И однажды снова в Палестине мы будем танцевать в отеле California на голом каменном полу моей кухни в Бирзейте. И вы будете стоять позади меня, держа веревки качелей, которые вы построили рядом с моими лимонными деревьями. И мы будем наблюдать за мерцающими огнями Рамаллы и спорить о том, как далеко все это на самом деле. А утром мы отправимся на такси обратно в Аль-Манару, где ведут все дороги, соединяющие город высот Бога с Наблусом и Иерусалимом. И мы еще раз пойдем к вашему дому в Аль-Бире, и я обниму вашу мать, отца и брата. Мы будем танцевать на балконе, Лети ко мне на Луну. Однажды эти вещи никогда не изменятся.

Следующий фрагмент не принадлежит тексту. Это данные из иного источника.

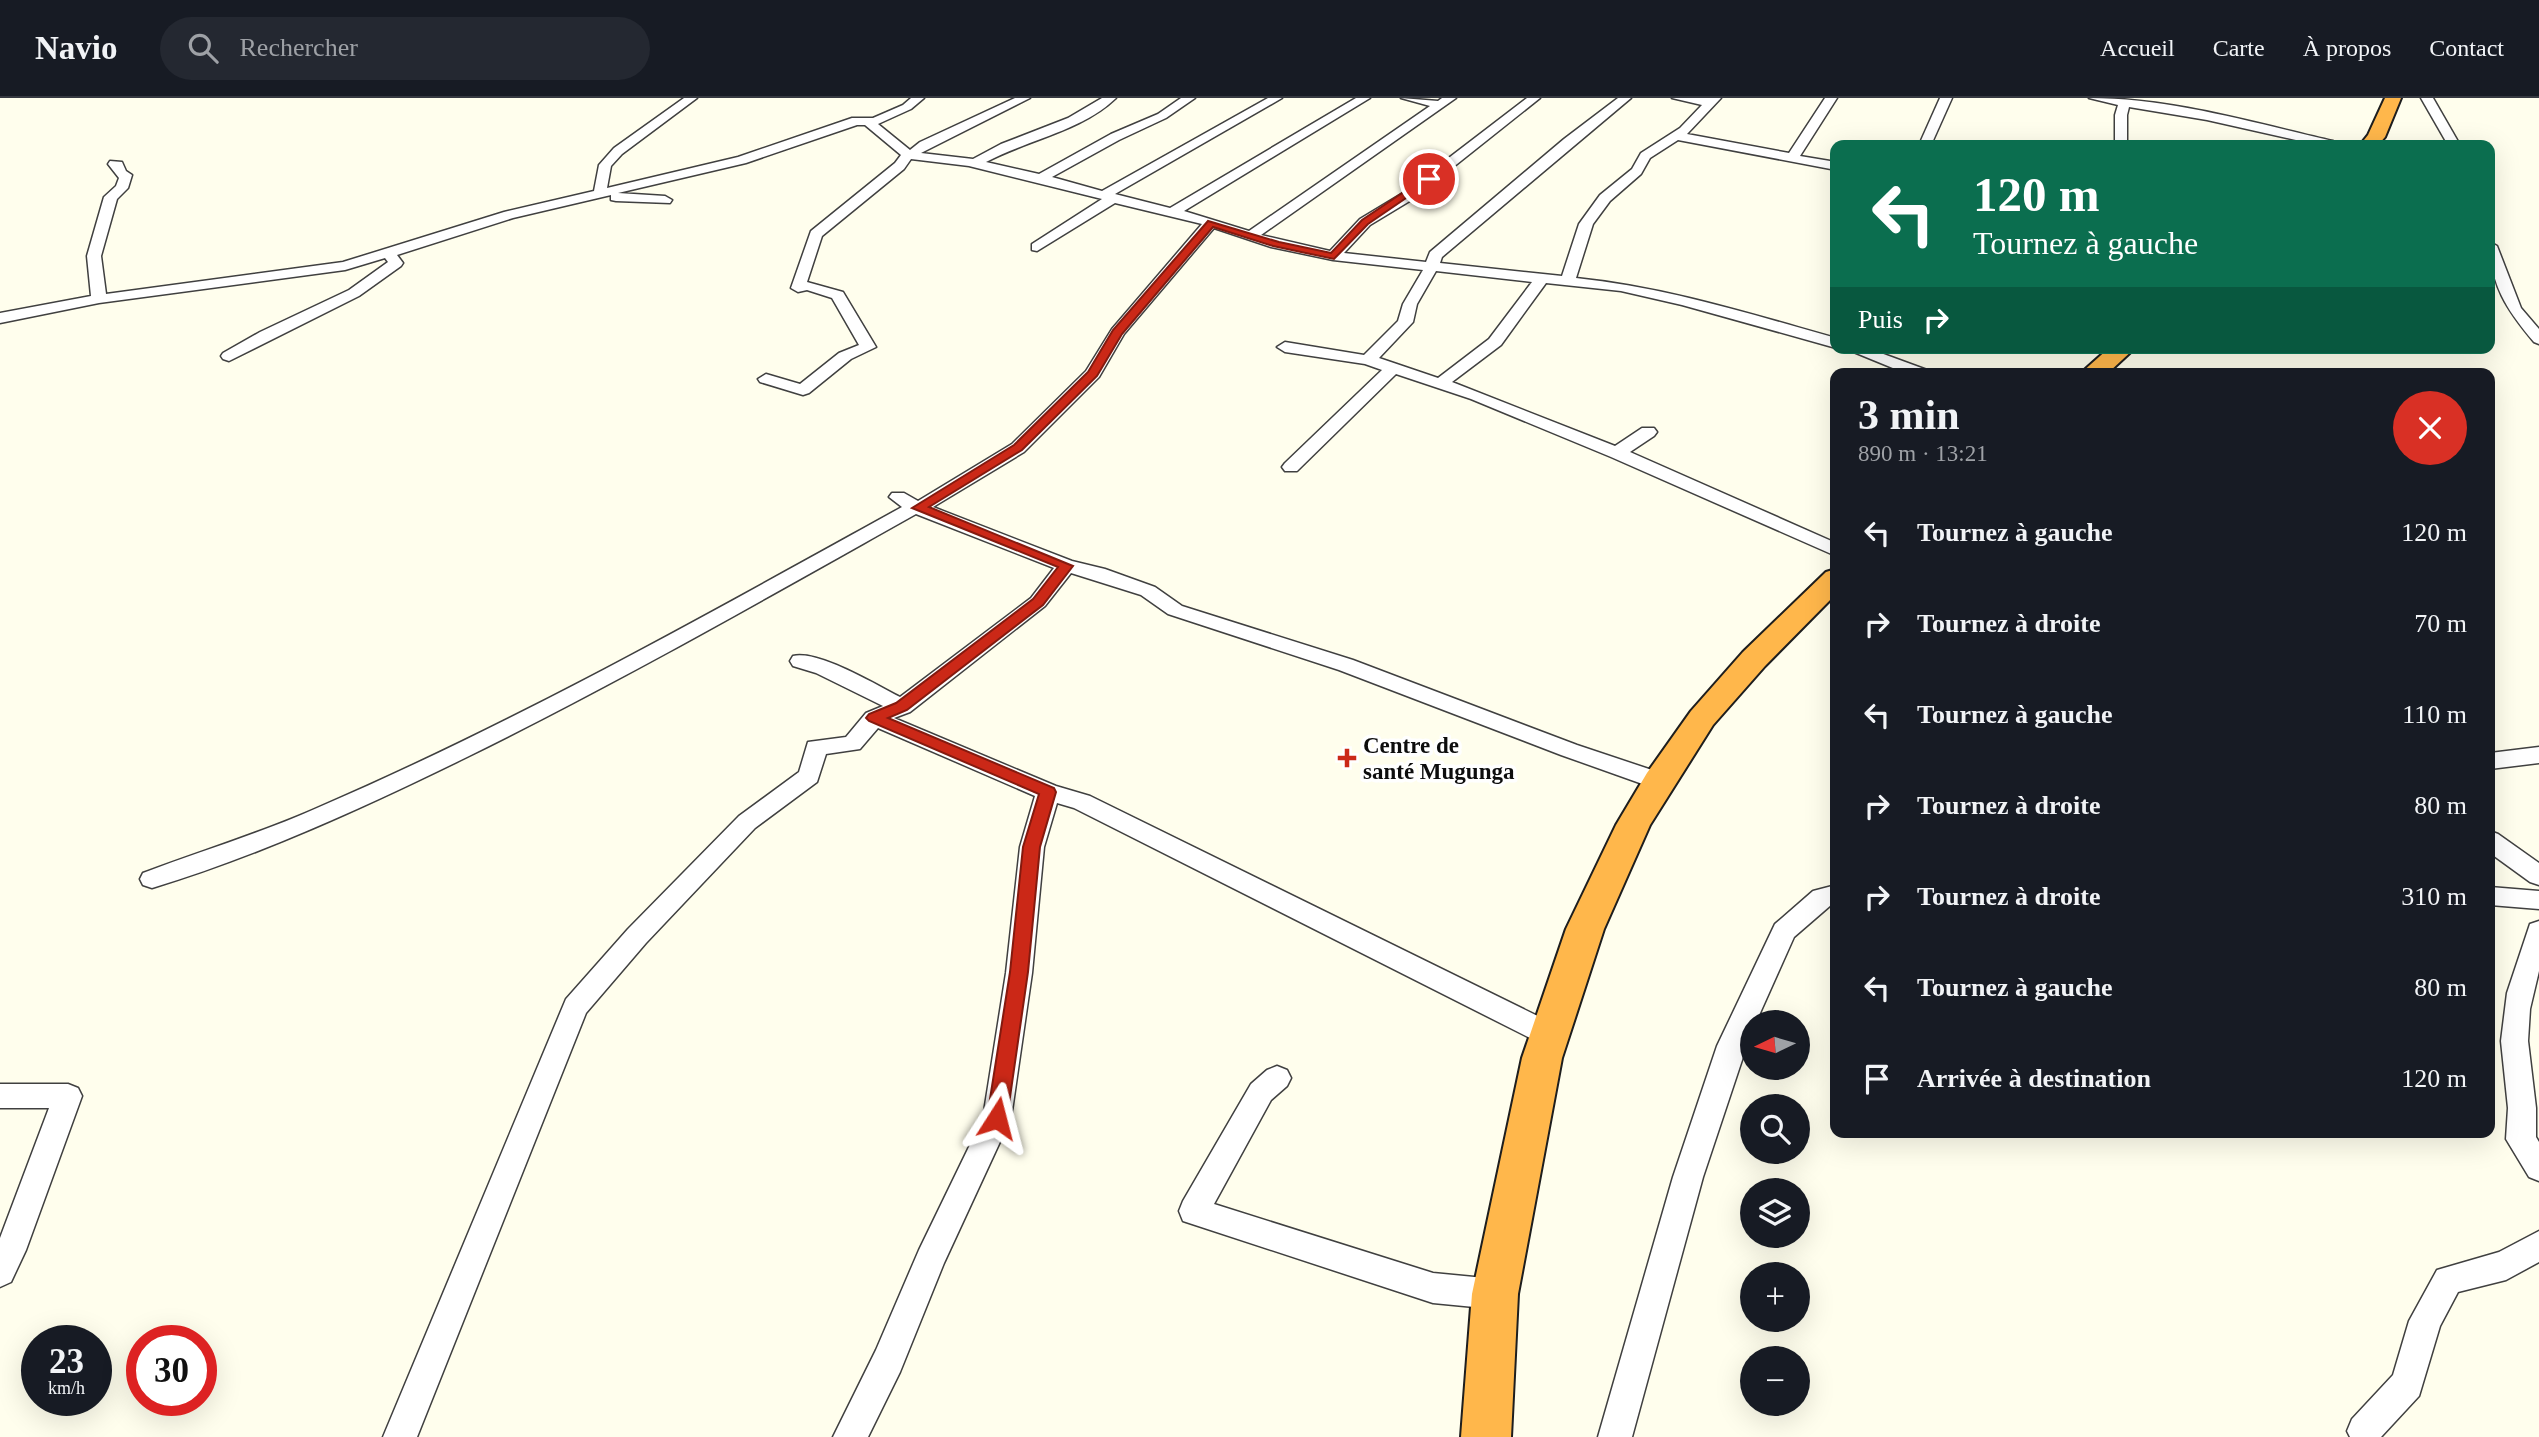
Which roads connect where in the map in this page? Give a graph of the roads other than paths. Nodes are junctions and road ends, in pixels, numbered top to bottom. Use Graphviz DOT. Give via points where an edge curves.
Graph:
graph roads {
  1 [pos="691,98"];
  2 [pos="918,98"];
  3 [pos="1024,98"];
  4 [pos="1111,98"];
  5 [pos="1189,98"];
  6 [pos="1276,98"];
  7 [pos="1364,98"];
  8 [pos="1407,98"];
  9 [pos="1534,98"];
  10 [pos="1625,98"];
  11 [pos="1678,98"];
  12 [pos="1831,98"];
  13 [pos="1946,98"];
  14 [pos="2095,98"];
  15 [pos="2393,98"];
  16 [pos="2427,98"];
  17 [pos="1713,101"];
  18 [pos="1445,102"];
  19 [pos="2124,103"];
  20 [pos="872,121"];
  21 [pos="1676,136"];
  22 [pos="1927,140"];
  23 [pos="2121,140"];
  24 [pos="2311,140"];
  25 [pos="2374,140"];
  26 [pos="2451,140"];
  27 [pos="910,154"];
  28 [pos="1793,157"];
  29 [pos="975,163"];
  30 [pos="114,164"];
  31 [pos="1830,165"];
  32 [pos="1041,178"];
  33 [pos="598,194"];
  34 [pos="1108,196"];
  35 [pos="665,200"];
  36 [pos="1173,212"];
  37 [pos="1211,223"];
  38 [pos="1250,236"];
  39 [pos="1037,247"];
  40 [pos="387,252"];
  41 [pos="1334,256"];
  42 [pos="2495,260"];
  43 [pos="1432,266"];
  44 [pos="1542,278"];
  45 [pos="1568,280"];
  46 [pos="99,299"];
  47 [pos="0,318"];
  48 [pos="2539,339"];
  49 [pos="1830,342"];
  50 [pos="1284,347"];
  51 [pos="1870,354"];
  52 [pos="2117,354"];
  53 [pos="229,356"];
  54 [pos="1368,360"];
  55 [pos="1900,364"];
  56 [pos="1893,368"];
  57 [pos="1909,368"];
  58 [pos="2099,368"];
  59 [pos="1392,369"];
  60 [pos="766,379"];
  61 [pos="1441,383"];
  62 [pos="1648,432"];
  63 [pos="1617,453"];
  64 [pos="1291,467"];
  65 [pos="911,504"];
  66 [pos="1830,547"];
  67 [pos="1066,566"];
  68 [pos="1830,584"];
  69 [pos="800,662"];
  70 [pos="902,707"];
  71 [pos="874,718"];
  72 [pos="2539,755"];
  73 [pos="2495,760"];
  74 [pos="1659,780"];
  75 [pos="1048,792"];
  76 [pos="2495,844"];
  77 [pos="2539,876"];
  78 [pos="152,879"];
  79 [pos="1830,896"];
  80 [pos="2495,896"];
  81 [pos="2539,900"];
  82 [pos="2539,931"];
  83 [pos="1550,1035"];
  84 [pos="1277,1078"];
  85 [pos="0,1096"];
  86 [pos="2539,1168"];
  87 [pos="2539,1245"];
  88 [pos="0,1272"];
  89 [pos="1495,1294"];
  90 [pos="2364,1431"];
  91 [pos="400,1437"];
  92 [pos="850,1437"];
  93 [pos="1486,1437"];
  94 [pos="1615,1437"];
  1 -- 33 [label="street" via="620,149 605,165"];
  2 -- 20 [label="street"];
  3 -- 27 [label="street"];
  4 -- 29 [label="street" via="1072,121"];
  5 -- 32 [label="street"];
  6 -- 34 [label="street"];
  7 -- 36 [label="street"];
  8 -- 18 [label="street"];
  9 -- 41 [label="street" via="1408,196 1365,222"];
  10 -- 43 [label="street" via="1435,255"];
  11 -- 17 [label="street"];
  12 -- 28 [label="street"];
  13 -- 22 [label="street"];
  14 -- 19 [label="street"];
  15 -- 25 [label="highway"];
  16 -- 26 [label="street"];
  17 -- 21 [label="street"];
  18 -- 38 [label="street"];
  19 -- 23 [label="street"];
  19 -- 24 [label="street"];
  20 -- 27 [label="street" via="883,136"];
  20 -- 33 [label="street" via="856,121 742,160"];
  21 -- 28 [label="street"];
  21 -- 45 [label="street" via="1645,156 1637,171 1592,215"];
  27 -- 29 [label="street"];
  27 -- 60 [label="street" via="816,234 798,288 808,286 838,295 868,347 845,356 803,390"];
  28 -- 31 [label="street"];
  29 -- 32 [label="street"];
  30 -- 46 [label="street" via="126,175 122,188 111,197 94,256"];
  32 -- 34 [label="street"];
  33 -- 35 [label="street"];
  33 -- 40 [label="street"];
  34 -- 36 [label="street"];
  34 -- 39 [label="street"];
  36 -- 37 [label="street"];
  37 -- 38 [label="street"];
  37 -- 65 [label="street" via="1117,332 1093,374 1018,448"];
  38 -- 41 [label="street"];
  40 -- 46 [label="street" via="331,268"];
  40 -- 53 [label="street" via="396,263 354,293"];
  41 -- 43 [label="street"];
  42 -- 48 [label="street" via="2514,309"];
  43 -- 44 [label="street"];
  43 -- 54 [label="street" via="1405,322"];
  44 -- 45 [label="street"];
  44 -- 61 [label="street" via="1495,342"];
  45 -- 49 [label="street" via="1685,301"];
  46 -- 47 [label="street"];
  50 -- 54 [label="street"];
  51 -- 55 [label="street"];
  52 -- 58 [label="highway"];
  54 -- 59 [label="street"];
  55 -- 56 [label="street"];
  55 -- 57 [label="street"];
  59 -- 61 [label="street"];
  59 -- 64 [label="street"];
  61 -- 63 [label="street"];
  62 -- 63 [label="street"];
  63 -- 66 [label="street"];
  65 -- 67 [label="street"];
  65 -- 78 [label="street" via="626,666 489,736 344,806"];
  67 -- 70 [label="street" via="1038,602"];
  67 -- 74 [label="street" via="1148,592 1175,610 1346,665"];
  68 -- 74 [label="highway" via="1712,706"];
  69 -- 70 [label="street" via="824,668"];
  70 -- 71 [label="street"];
  71 -- 75 [label="street"];
  71 -- 91 [label="street" via="852,744 816,747 809,776 747,822 575,1007"];
  72 -- 73 [label="street"];
  74 -- 83 [label="highway" via="1623,844 1585,929"];
  75 -- 83 [label="street" via="1082,802"];
  75 -- 92 [label="street" via="1031,847 1019,972 997,1118"];
  76 -- 77 [label="street"];
  79 -- 94 [label="street" via="1784,931 1731,1046 1688,1177"];
  80 -- 81 [label="street"];
  82 -- 86 [label="street" via="2518,996 2515,1031 2524,1120 2521,1139"];
  83 -- 89 [label="highway"];
  84 -- 89 [label="street" via="1261,1092 1194,1212 1433,1288"];
  85 -- 88 [label="street" via="68,1096"];
  87 -- 90 [label="street" via="2506,1265 2448,1280 2425,1321 2407,1384"];
  89 -- 93 [label="highway"];
}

Однажды мы не будем арабами, мусульманами, израильтянами или евреями. Мы не будем врагами или другими - мы все оттуда и все вернемся. Однажды мы будем привязаны не к манипулируемым идеологиям государств и политизированных верований, а к нашему общему человечеству и вере в каждое из наших существ. Однажды мы не будем терпеть, но обниматься. Однажды, когда нас не разделят стены и границы, а также барьеры и контрольно-пропускные пункты.
Однажды мы будем не реалистами, а идеалистами. Забота не о том, что есть, а о том, что должно быть. И нет слов, чтобы описать нас, Алаа. В дороге нет ничего секретного, кроме тебя и меня.